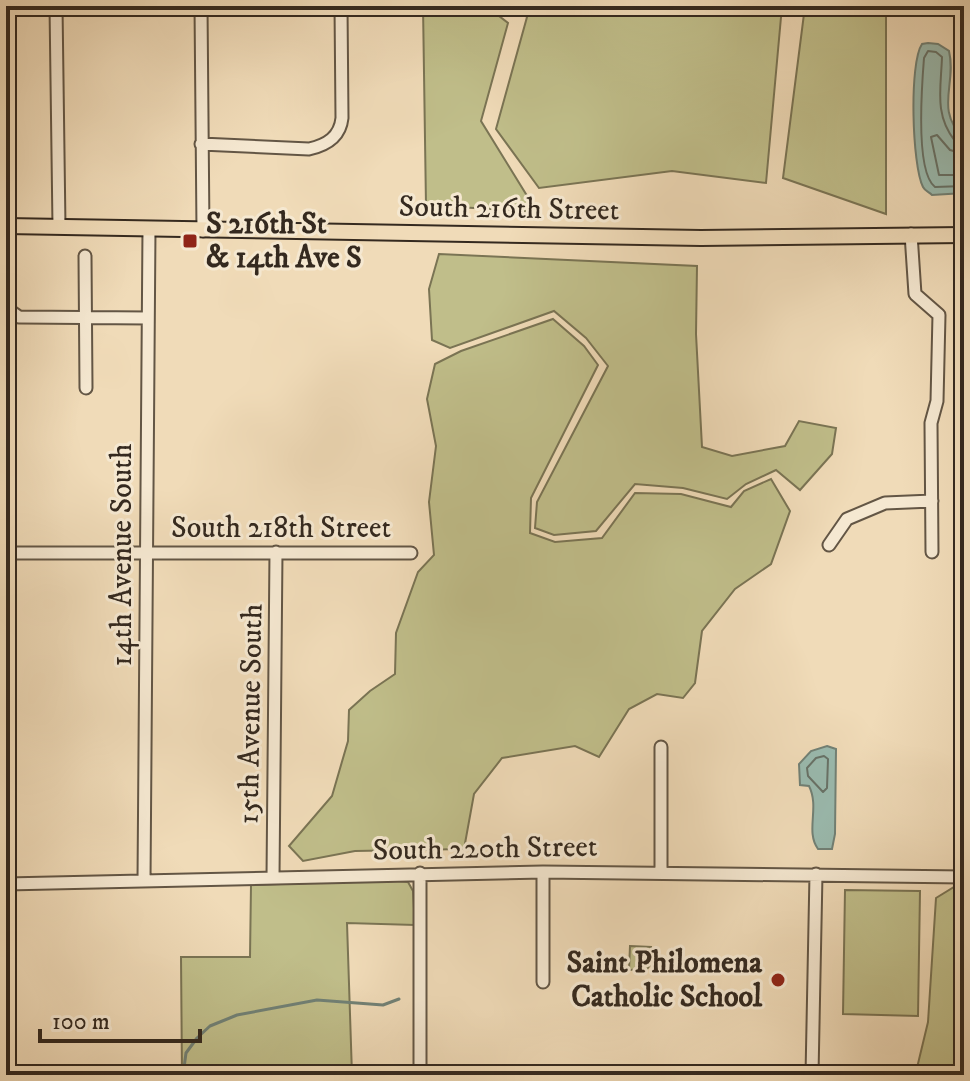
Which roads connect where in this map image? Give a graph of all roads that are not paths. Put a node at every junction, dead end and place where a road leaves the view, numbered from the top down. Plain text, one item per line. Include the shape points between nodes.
1 (56, 6) edge
2 (201, 6) edge
3 (341, 6) edge
4 (201, 144) junction
5 (6, 226) edge
6 (59, 227) junction
7 (149, 229) junction
8 (203, 231) junction
9 (911, 234) junction
10 (964, 235) edge
11 (85, 256) dead end
12 (6, 308) edge
13 (85, 318) junction
14 (148, 318) junction
15 (86, 388) dead end
16 (932, 501) junction
17 (829, 545) dead end
18 (146, 552) junction
19 (276, 552) junction
20 (932, 552) dead end
21 (6, 553) edge
22 (411, 553) dead end
23 (661, 747) dead end
24 (543, 872) junction
25 (661, 872) junction
26 (420, 873) junction
27 (816, 874) junction
28 (273, 877) junction
29 (964, 877) edge
30 (144, 881) junction
31 (6, 884) edge
32 (543, 982) dead end
33 (420, 1075) edge
34 (812, 1075) edge

1 - 6 street
2 - 4 street
3 - 4 street via 342,118 333,139 309,149
4 - 8 street
5 - 6 main road, South 216th Street
6 - 7 main road, South 216th Street
7 - 8 main road, South 216th Street
7 - 14 street, 14th Avenue South
8 - 9 main road, South 216th Street via 701,238
9 - 10 main road, South 216th Street
9 - 16 street via 915,294 939,315
11 - 13 street
12 - 13 street via 19,317
13 - 14 street
13 - 15 street
14 - 18 street, 14th Avenue South
16 - 17 street via 885,503 847,519
16 - 20 street
18 - 19 street, South 218th Street
18 - 21 street, South 218th Street
18 - 30 street, 14th Avenue South
19 - 22 street, South 218th Street
19 - 28 street, 15th Avenue South
23 - 25 street
24 - 25 street, South 220th Street
24 - 26 street, South 220th Street
24 - 32 street
25 - 27 street, South 220th Street
26 - 28 street, South 220th Street
26 - 33 street
27 - 29 street, South 220th Street
27 - 34 street
28 - 30 street, South 220th Street
30 - 31 street, South 220th Street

○ ○ ○

Find out how many lines in the listing contain the string "edge". Give the number alone.

_Solution for this problem_.
11